Only a Monster is a debut novel by Vanessa Len, an Australian author of Chinese-Malaysian and Maltese heritage. The novel follows sixteen-year-old Joan, who is staying with her late mother’s eccentric family in London for the summer. Life finally feels like it is falling into place for Joan — she loves her job at the historic Holland House and has been asked on a date by her crush and co-worker Nick. However, all of this changes when she touches an older man on the neck in a good samaritan attempt gone wrong and finds herself time travelling. Joan soon discovers that her family are more than eccentric — they’re monsters. And Nick isn’t just her crush — he’s a monster hunter.
Len’s debut contains many of the much-loved tropes of the urban fantasy genre: a teen girl who finds herself coming into new powers, heroes versus villains, and enemies to lovers.

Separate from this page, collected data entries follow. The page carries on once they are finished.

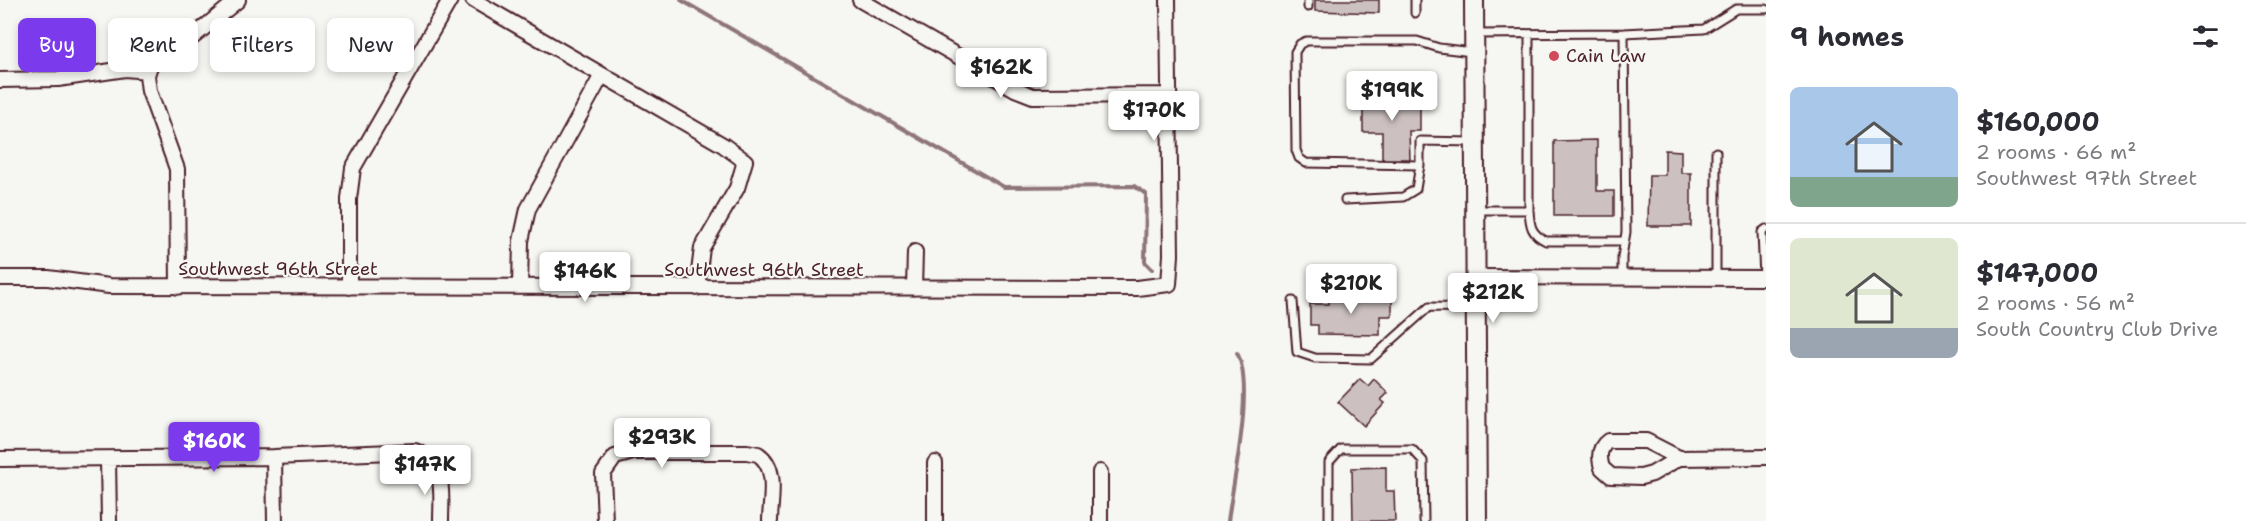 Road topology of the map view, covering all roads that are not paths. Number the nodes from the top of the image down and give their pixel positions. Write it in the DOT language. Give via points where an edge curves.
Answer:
graph roads {
  1 [pos="238,0"];
  2 [pos="450,0"];
  3 [pos="473,0"];
  4 [pos="860,0"];
  5 [pos="1168,0"];
  6 [pos="1415,0"];
  7 [pos="1474,0"];
  8 [pos="1766,9"];
  9 [pos="1415,13"];
  10 [pos="198,33"];
  11 [pos="1624,33"];
  12 [pos="1529,34"];
  13 [pos="1474,43"];
  14 [pos="109,72"];
  15 [pos="148,72"];
  16 [pos="602,75"];
  17 [pos="0,80"];
  18 [pos="1169,96"];
  19 [pos="1475,142"];
  20 [pos="1716,152"];
  21 [pos="1420,165"];
  22 [pos="1345,200"];
  23 [pos="1476,210"];
  24 [pos="1529,210"];
  25 [pos="1766,229"];
  26 [pos="1624,241"];
  27 [pos="915,252"];
  28 [pos="1476,277"];
  29 [pos="0,278"];
  30 [pos="1622,278"];
  31 [pos="1716,278"];
  32 [pos="1765,278"];
  33 [pos="178,286"];
  34 [pos="348,287"];
  35 [pos="520,287"];
  36 [pos="697,288"];
  37 [pos="914,288"];
  38 [pos="1293,301"];
  39 [pos="1476,308"];
  40 [pos="274,457"];
  41 [pos="1766,457"];
  42 [pos="1679,458"];
  43 [pos="0,459"];
  44 [pos="108,459"];
  45 [pos="935,463"];
  46 [pos="1100,472"];
  47 [pos="109,521"];
  48 [pos="275,521"];
  49 [pos="441,521"];
  50 [pos="605,521"];
  51 [pos="770,521"];
  52 [pos="935,521"];
  53 [pos="1100,521"];
  54 [pos="1329,521"];
  55 [pos="1424,521"];
  56 [pos="1476,521"];
  1 -- 10 [label="street"];
  2 -- 34 [label="street" via="353,168"];
  3 -- 16 [label="street"];
  4 -- 18 [label="street" via="1033,96"];
  5 -- 18 [label="street"];
  6 -- 9 [label="lane"];
  7 -- 13 [label="main road"];
  8 -- 11 [label="lane" via="1736,9 1704,29"];
  11 -- 12 [label="lane"];
  11 -- 26 [label="lane"];
  12 -- 13 [label="lane"];
  12 -- 24 [label="lane"];
  13 -- 19 [label="main road"];
  13 -- 21 [label="lane" via="1439,48 1417,41 1306,40 1296,52 1299,158 1306,163"];
  14 -- 17 [label="street" via="74,78"];
  15 -- 33 [label="street" via="149,92 177,169"];
  16 -- 35 [label="street" via="528,210 521,241"];
  16 -- 36 [label="street" via="745,161 737,188 702,248"];
  18 -- 37 [label="street, Southwest 96th Street" via="1169,284 1137,288"];
  19 -- 21 [label="lane" via="1420,141"];
  19 -- 23 [label="main road"];
  20 -- 31 [label="lane"];
  21 -- 22 [label="lane" via="1416,189 1403,197"];
  23 -- 24 [label="lane"];
  23 -- 28 [label="main road"];
  24 -- 26 [label="lane" via="1531,228 1546,241"];
  25 -- 32 [label="lane" via="1762,232"];
  26 -- 30 [label="lane"];
  27 -- 37 [label="street"];
  28 -- 30 [label="street"];
  28 -- 39 [label="main road"];
  29 -- 33 [label="street, Southwest 96th Street" via="48,278 91,286"];
  30 -- 31 [label="street"];
  31 -- 32 [label="street"];
  33 -- 34 [label="street, Southwest 96th Street"];
  34 -- 35 [label="street, Southwest 96th Street"];
  35 -- 36 [label="street, Southwest 96th Street"];
  36 -- 37 [label="street, Southwest 96th Street"];
  38 -- 39 [label="lane" via="1297,352 1315,358 1371,359 1429,307"];
  39 -- 56 [label="main road"];
  40 -- 44 [label="street"];
  40 -- 48 [label="street"];
  40 -- 49 [label="street" via="415,451 435,463 441,478"];
  41 -- 42 [label="street"];
  42 -- 42 [label="street" via="1641,440 1608,441 1599,455 1602,468 1616,477 1647,476"];
  43 -- 44 [label="street"];
  44 -- 47 [label="street"];
  45 -- 52 [label="street"];
  46 -- 53 [label="street"];
  50 -- 51 [label="street" via="603,474 609,462 623,454 747,452 758,454 771,475"];
  54 -- 55 [label="lane" via="1329,462 1341,450 1412,449 1423,461"];
}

Simultaneously, however, Len subverts the genre, offering a fresh and unique take on young adult fiction. Len puts us on the side of the monsters and leaves us questioning what truly makes a monster a monster. The magic system deployed by Len is also highly unique, with each family possessing different powers and their own monster secrets.
Furthermore, the novel is thrilling and fast-paced. However, the pacing does become an issue as the novel begins to feel rushed and skimmed over. As a result, both the plot and the characters can feel undeveloped at times. On a similar note, Len’s writing tends to read as more middle grade than young adult. Consequently, the characters come across as superficial and one dimensional, making it difficult to feel invested in the story and its outcome.
Nonetheless, Only a Monster is a highly enjoyable and refreshing read that offers a much needed new take on the young adult fantasy genre.